1. Are important independent variables left out of the model?
-Leaving important variables out of a regression model can bias the coefficients of other variables and lead to spurious conclusions.
-Important variables are those that affect the dependent variable and are correlated with the variables that are the focus of the study.
2. Does the dependent variable affect any of the independent variables?
-If the dependent variable in a regression model has an effect on one or more independent variables, any or all of the regression coefficients may be seriously biased.
-Non-experimental data rarely tell us anything about the direction of a causal relationship. You must decide the direction based on your prior knowledge of the phenomenon you're studying.
-Time ordering usually gives us the most important clues about the direction of causality.
3. How well are the independent variables measured?
-Measurement error in independent variables leads to bias in the coefficients. Variables with more measurement error tend to have coefficients that are biased toward 0.
-The degree of measurement error in a variable is usually quantified by an estimate of its reliability, a number between 0 and 1. A reliability of 1 indicates that the variable is perfectly measured, whereas a reliability of 0 indicates that the variation in the variable is pure measurement error.
4. Is the sample large enough to detect important effects? In small samples, the approximations used to calculate p values may not be very accurate, so be cautious in interpreting them.
5. Is the sample so large that trivial effects are statistically significant?
-In large samples, even trivial effects may be statistically significant.
-You need to look carefully at the magnitude of each coefficient to determine whether it is large enough to be substantively interesting.
-When the measurement scale of the variable is unfamiliar, standardized coefficients can be helpful in evaluating the substantive significance of a regression coefficient.
6. Do some variables mediate the effects of other variables?
-If you're interested in the effect of x on y, but the regression model also includes intervening variables w and z, the coefficient for x may be misleadingly small.
-You have estimated the direct effect of x on y, but you have missed the indirect effects through w and z.
-If intervening variables w and z are removed from the regression model, the coefficient for x represents its total effect on y.

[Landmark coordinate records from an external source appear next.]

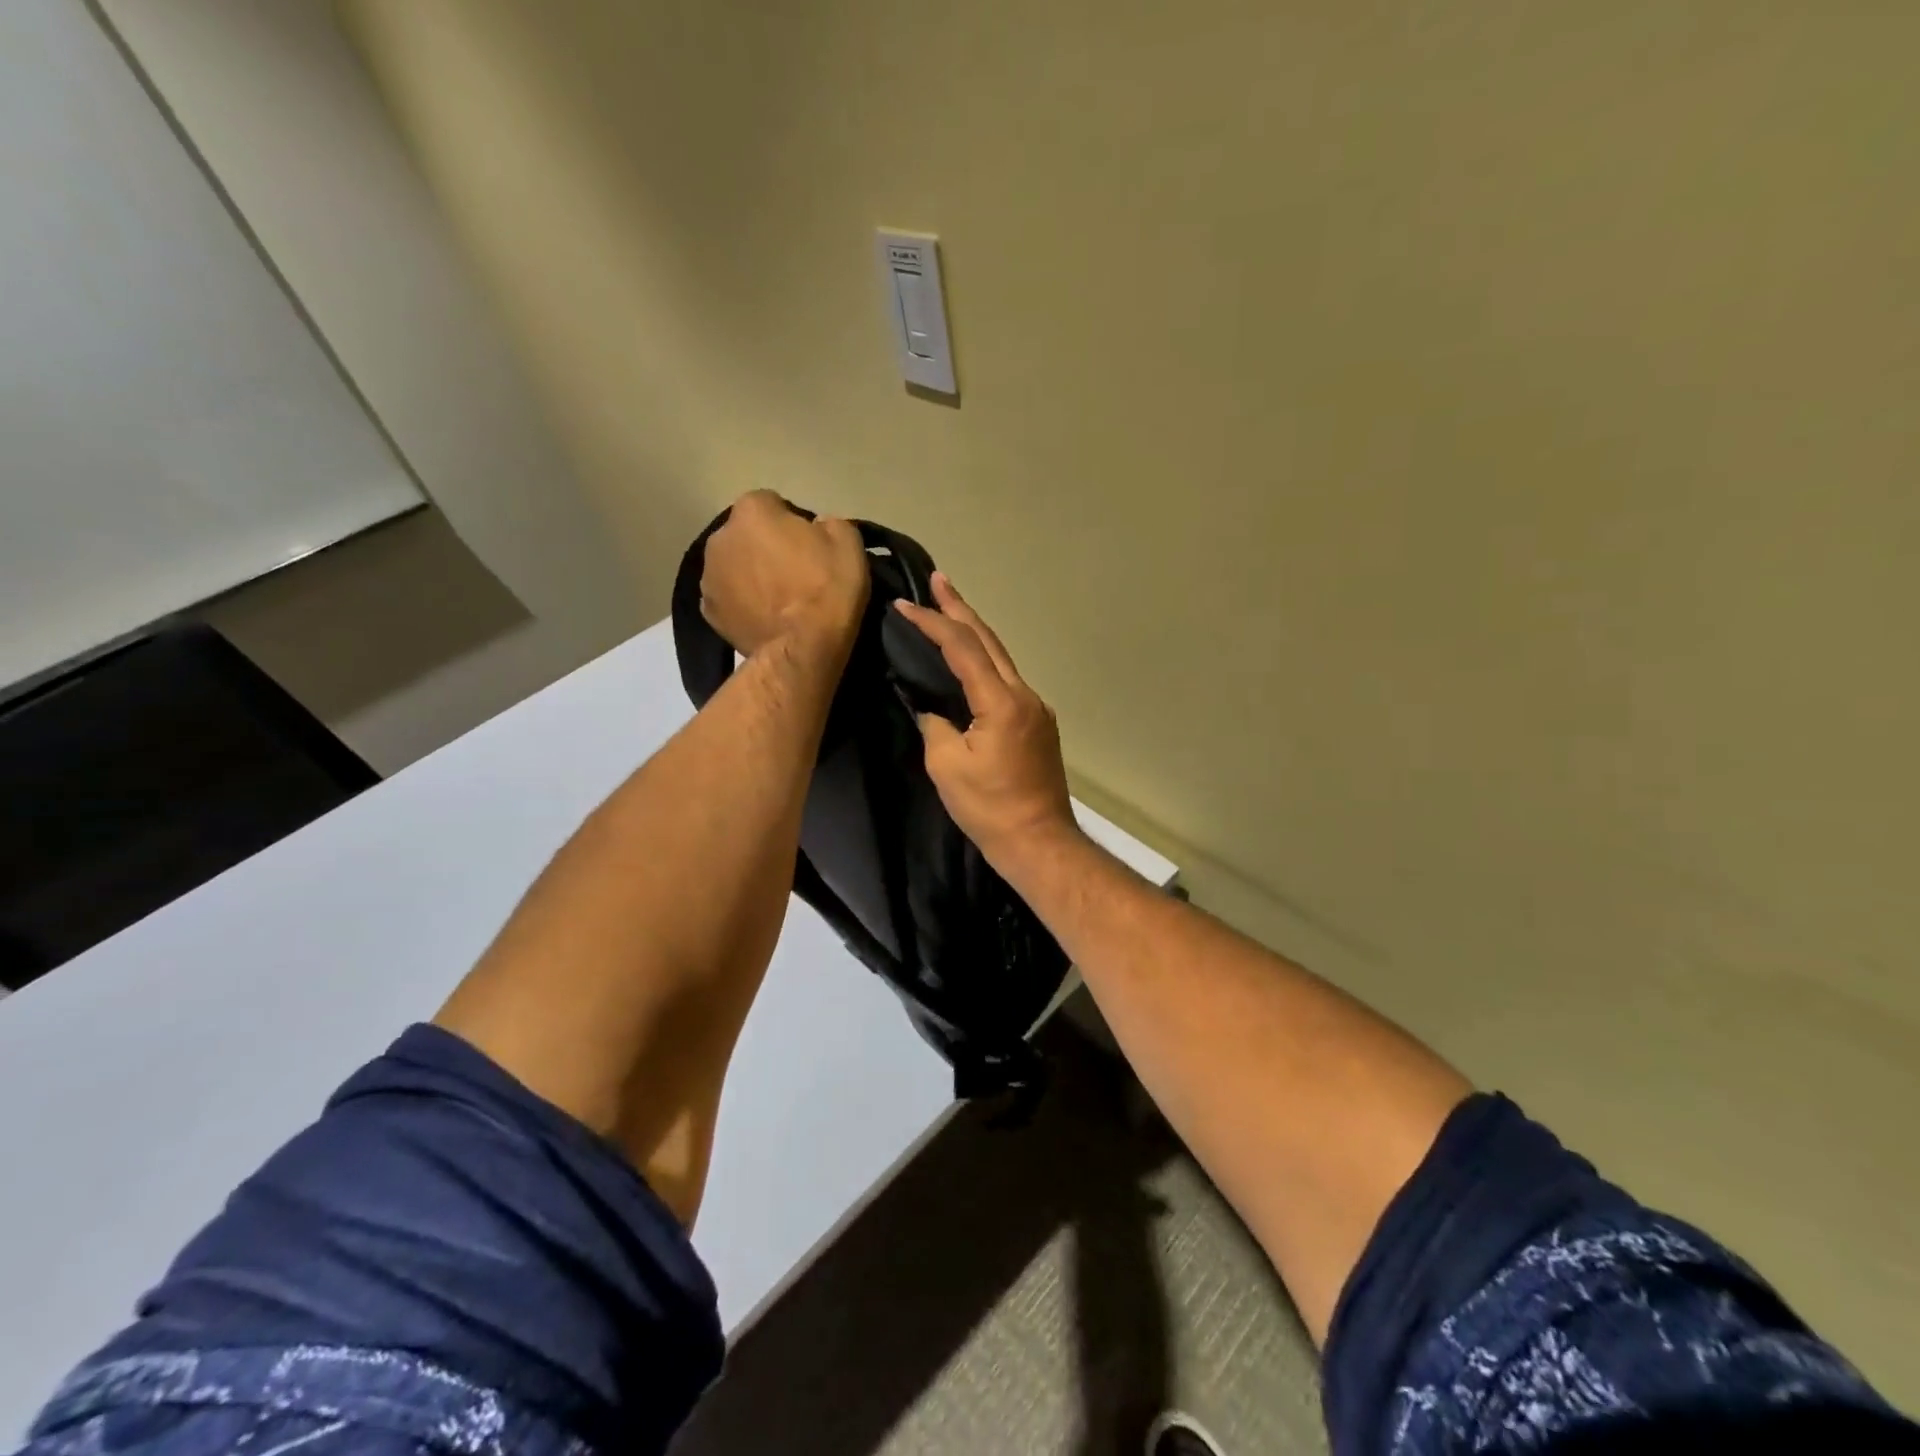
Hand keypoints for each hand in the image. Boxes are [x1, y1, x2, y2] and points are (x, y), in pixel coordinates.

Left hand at [701, 491, 868, 653]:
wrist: (804, 649)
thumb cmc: (827, 590)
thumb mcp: (849, 543)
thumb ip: (829, 523)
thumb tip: (817, 528)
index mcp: (752, 510)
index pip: (771, 503)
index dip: (792, 522)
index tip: (809, 545)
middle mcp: (721, 536)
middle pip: (746, 534)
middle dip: (764, 546)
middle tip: (793, 572)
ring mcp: (708, 576)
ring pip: (733, 566)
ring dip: (750, 574)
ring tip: (777, 599)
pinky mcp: (708, 611)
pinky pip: (727, 598)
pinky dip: (740, 603)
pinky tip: (763, 618)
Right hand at [894, 575, 1082, 880]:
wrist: (1039, 841)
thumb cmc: (989, 808)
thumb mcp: (946, 766)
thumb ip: (935, 725)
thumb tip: (931, 708)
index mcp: (1001, 702)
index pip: (963, 648)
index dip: (933, 623)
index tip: (904, 605)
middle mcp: (1024, 695)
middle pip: (989, 641)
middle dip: (961, 608)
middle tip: (938, 580)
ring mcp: (1036, 708)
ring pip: (1001, 659)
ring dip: (975, 633)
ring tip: (950, 610)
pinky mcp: (1038, 724)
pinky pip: (1007, 680)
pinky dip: (985, 661)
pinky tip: (971, 660)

The total effect is the sum of the direct and indirect effects.
7. Are some independent variables too highly correlated?
-If two or more independent variables are highly correlated, it's difficult to get good estimates of the effect of each variable controlling for the others. This problem is known as multicollinearity.

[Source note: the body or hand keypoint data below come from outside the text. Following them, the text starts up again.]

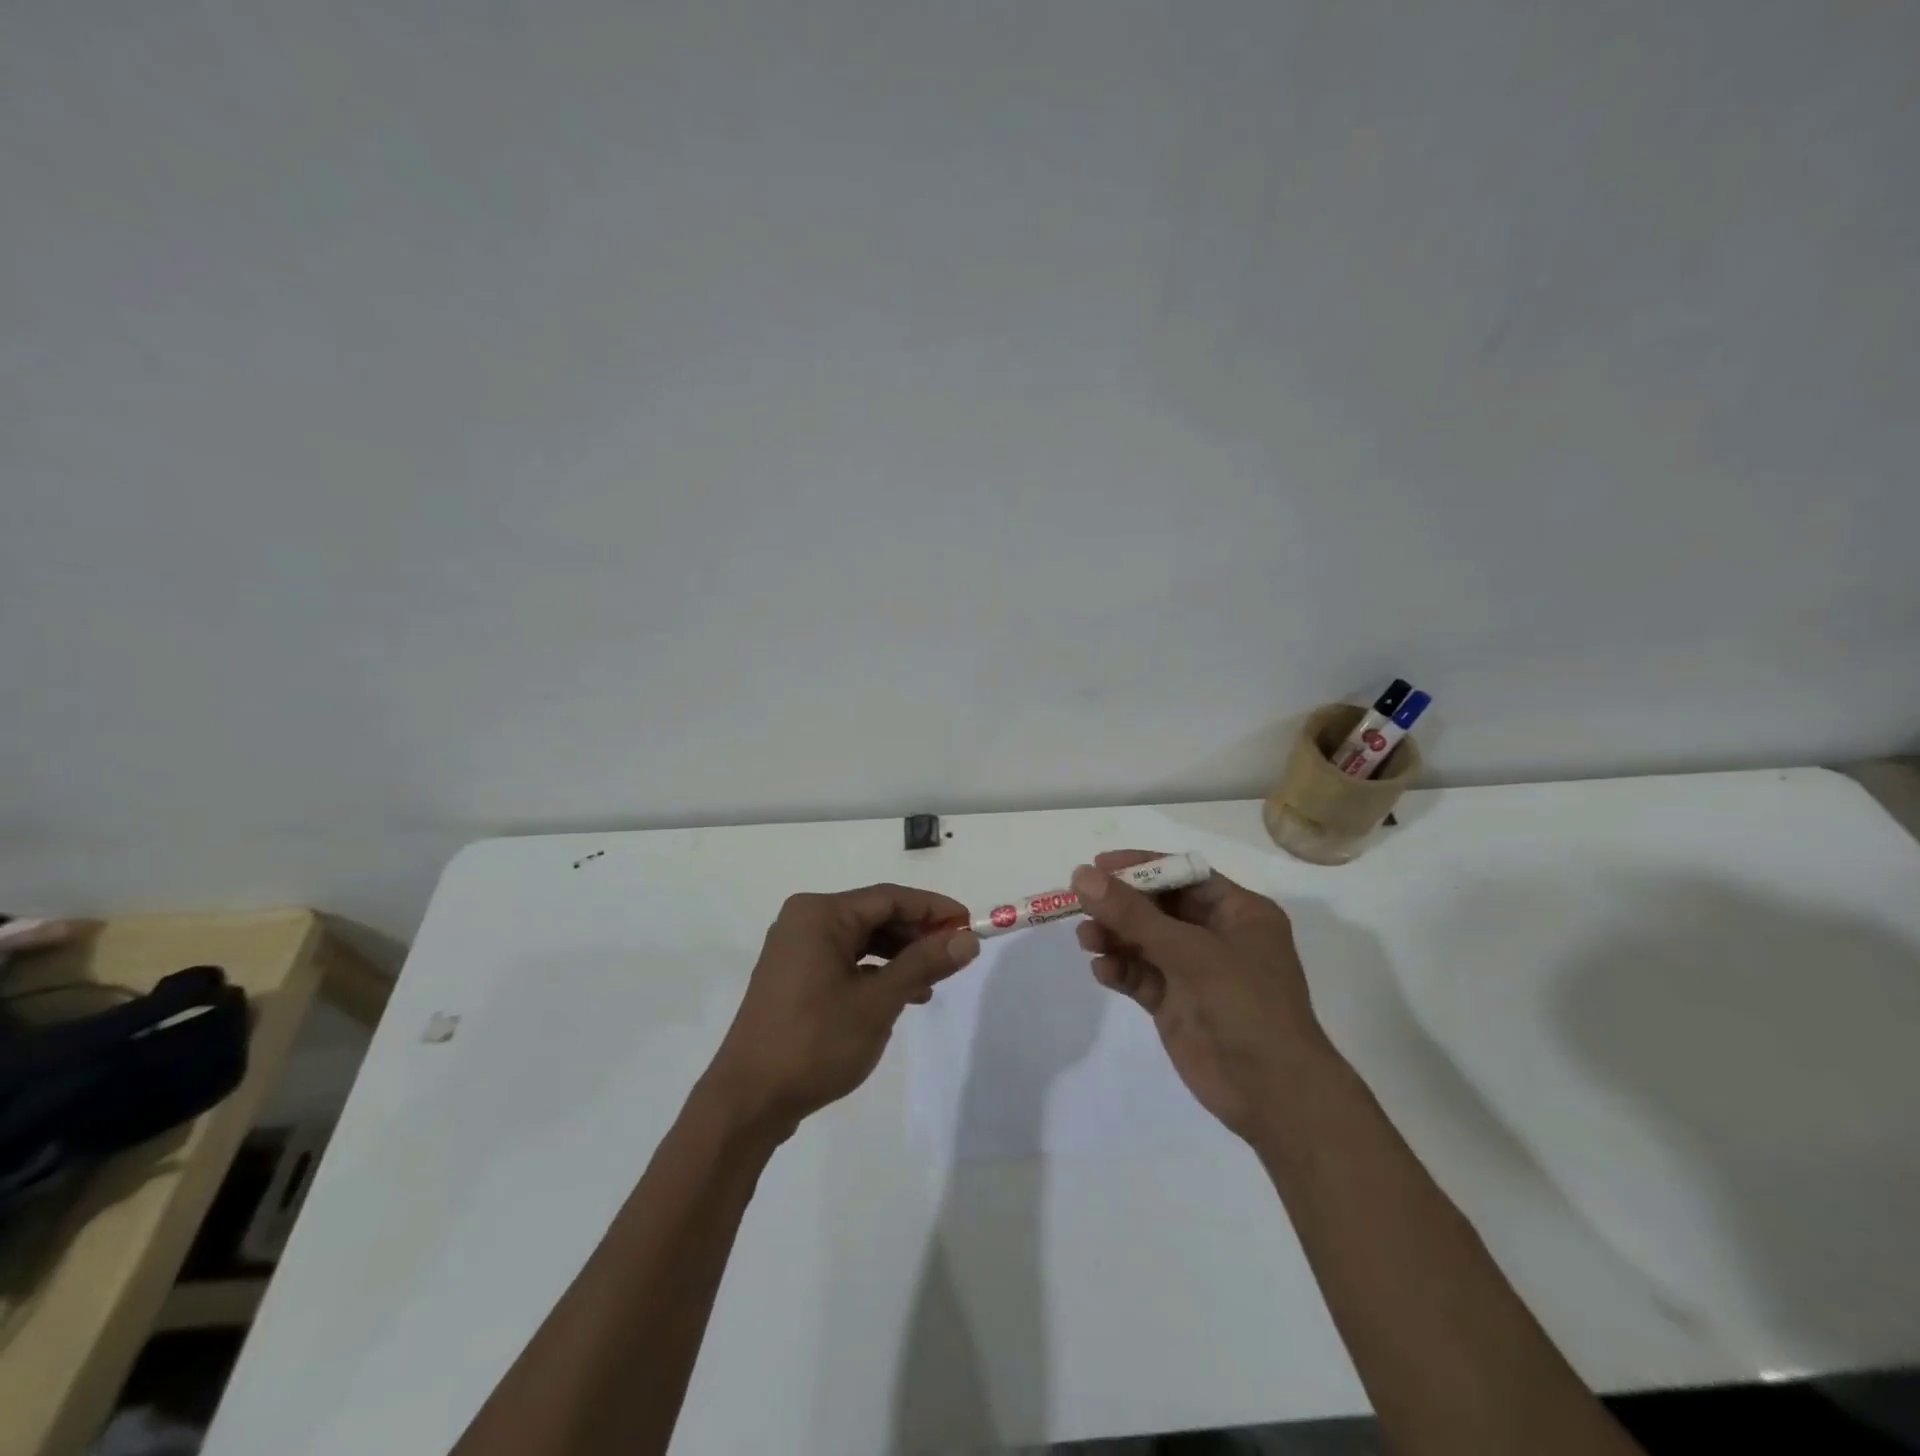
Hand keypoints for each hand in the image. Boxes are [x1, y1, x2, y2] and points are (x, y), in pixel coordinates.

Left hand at [701, 885, 978, 1139]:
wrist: (748, 1101)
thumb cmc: (814, 1042)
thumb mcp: (878, 1002)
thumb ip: (923, 965)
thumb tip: (966, 939)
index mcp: (821, 914)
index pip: (889, 897)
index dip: (933, 908)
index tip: (970, 924)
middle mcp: (805, 921)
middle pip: (874, 915)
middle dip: (917, 934)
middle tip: (955, 955)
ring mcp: (796, 950)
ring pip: (861, 940)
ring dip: (899, 956)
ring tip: (932, 982)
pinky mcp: (794, 977)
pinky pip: (844, 960)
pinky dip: (874, 972)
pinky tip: (900, 996)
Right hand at [1072, 850, 1329, 1141]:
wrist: (1274, 1095)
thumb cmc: (1245, 1005)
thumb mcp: (1189, 951)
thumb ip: (1133, 914)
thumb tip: (1082, 876)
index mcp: (1239, 912)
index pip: (1183, 876)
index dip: (1141, 867)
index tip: (1097, 866)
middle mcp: (1217, 936)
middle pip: (1158, 907)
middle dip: (1120, 904)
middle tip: (1079, 902)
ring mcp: (1196, 972)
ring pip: (1145, 942)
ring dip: (1114, 937)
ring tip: (1085, 939)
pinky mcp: (1176, 1004)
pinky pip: (1141, 976)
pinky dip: (1120, 970)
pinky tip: (1102, 971)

-When two independent variables are highly collinear, it's easy to incorrectly conclude that neither has an effect on the dependent variable.
8. Is the sample biased?
-As with any statistical analysis, it's important to consider whether the sample is representative of the intended population.
-A probability sample is the best way to get a representative sample.
-If a substantial portion of the intended sample refuses to participate in the study, regression analysis may produce biased estimates.